__Required work__
From the material that follows, please give the number of lines containing the string "Drive", and that number alone.

__Supplied material__
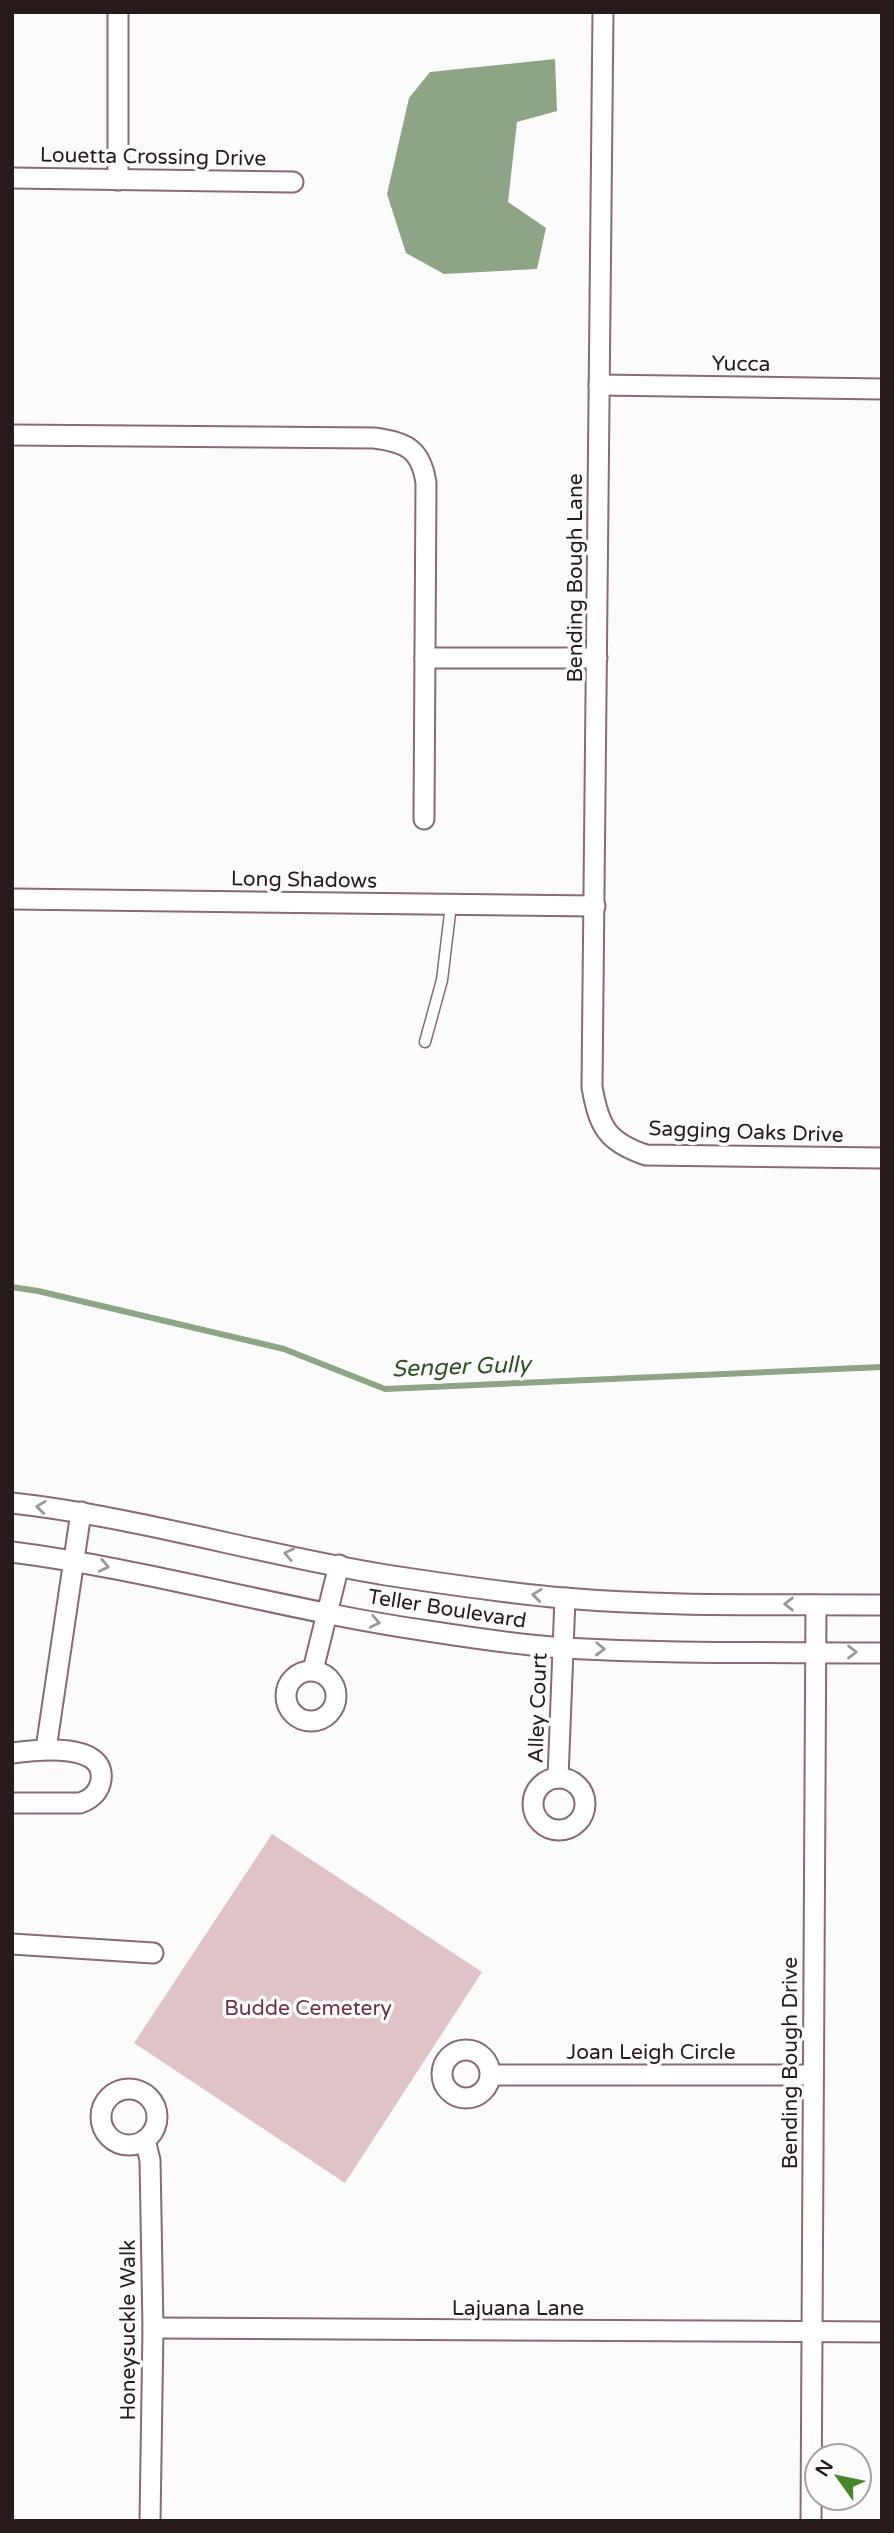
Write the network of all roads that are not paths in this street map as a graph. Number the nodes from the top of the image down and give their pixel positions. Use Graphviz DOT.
graph roads {
  1 [pos="118,12"];
  2 [pos="603,12"];
  3 [pos="12,178"];
  4 [pos="118,180"];
  5 [pos="293,183"];
  6 [pos="599,385"];
  7 [pos="882,389"];
  8 [pos="12,435"];
  9 [pos="425,657"];
  10 [pos="597,658"];
  11 [pos="424,819"];
  12 [pos="12,899"];
  13 [pos="451,905"];
  14 [pos="595,906"];
  15 [pos="425,1042"];
  16 [pos="612,1139"];
  17 [pos="882,1158"];
  18 [pos="12,1503"];
  19 [pos="81,1512"];
  20 [pos="12,1552"];
  21 [pos="74,1560"];
  22 [pos="339,1565"];
  23 [pos="565,1598"];
  24 [pos="816,1605"];
  25 [pos="882,1605"];
  26 [pos="327,1613"];
  27 [pos="563,1648"];
  28 [pos="817,1652"];
  29 [pos="882,1653"];
  30 [pos="313,1670"];
  31 [pos="46,1749"];
  32 [pos="12,1753"];
  33 [pos="558,1778"];
  34 [pos="12,1802"];
  35 [pos="12,1944"];
  36 [pos="153,1953"];
  37 [pos="491,2075"];
  38 [pos="812,2075"];
  39 [pos="145,2140"];
  40 [pos="153,2328"];
  41 [pos="882,2332"];
  42 [pos="812,2333"];
  43 [pos="150,2521"];
  44 [pos="811,2521"];
  1 -- 4 [label="street"];
  2 -- 6 [label="street, Bending Bough Lane"];
  3 -- 4 [label="street, Louetta Crossing Drive"];
  4 -- 5 [label="street, Louetta Crossing Drive"];
  6 -- 7 [label="street, Yucca"];
  6 -- 10 [label="street, Bending Bough Lane"];
  8 -- 9 [label="street"];
  9 -- 10 [label="street"];
  9 -- 11 [label="street"];
  10 -- 14 [label="street, Bending Bough Lane"];
  12 -- 13 [label="street, Long Shadows"];
  13 -- 14 [label="street, Long Shadows"];
  13 -- 15 [label="lane"];
  14 -- 16 [label="street, Bending Bough Lane"];
  16 -- 17 [label="street, Sagging Oaks Drive"];
  19 -- 18 [label="street, Teller Boulevard, one-way"];
  19 -- 21 [label="street"];
  22 -- 19 [label="street, Teller Boulevard, one-way"];
  20 -- 21 [label="street, Teller Boulevard"];
  21 -- 26 [label="street, Teller Boulevard, one-way"];
  21 -- 31 [label="street"];
  23 -- 22 [label="street, Teller Boulevard, one-way"];
  22 -- 26 [label="street"];
  24 -- 23 [label="street, Teller Boulevard, one-way"];
  23 -- 27 [label="street, Alley Court"];
  24 -- 25 [label="street, Teller Boulevard"];
  24 -- 28 [label="street, Bending Bough Drive"];
  26 -- 27 [label="street, Teller Boulevard, one-way"];
  26 -- 30 [label="street"];
  27 -- 28 [label="street, Teller Boulevard, one-way"];
  27 -- 33 [label="street, Alley Court"];
  28 -- 29 [label="street, Teller Boulevard, one-way"];
  28 -- 38 [label="street, Bending Bough Drive"];
  31 -- 32 [label="street"];
  31 -- 34 [label="street"];
  35 -- 36 [label="street"];
  37 -- 38 [label="street, Joan Leigh Circle"];
  38 -- 42 [label="street, Bending Bough Drive"];
  39 -- 40 [label="street, Honeysuckle Walk"];
  40 -- 42 [label="street, Lajuana Lane"];
  40 -- 43 [label="street, Honeysuckle Walk"];
  41 -- 42 [label="street, Lajuana Lane"];
  42 -- 44 [label="street, Bending Bough Drive"];
}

__Result of the exercise__
7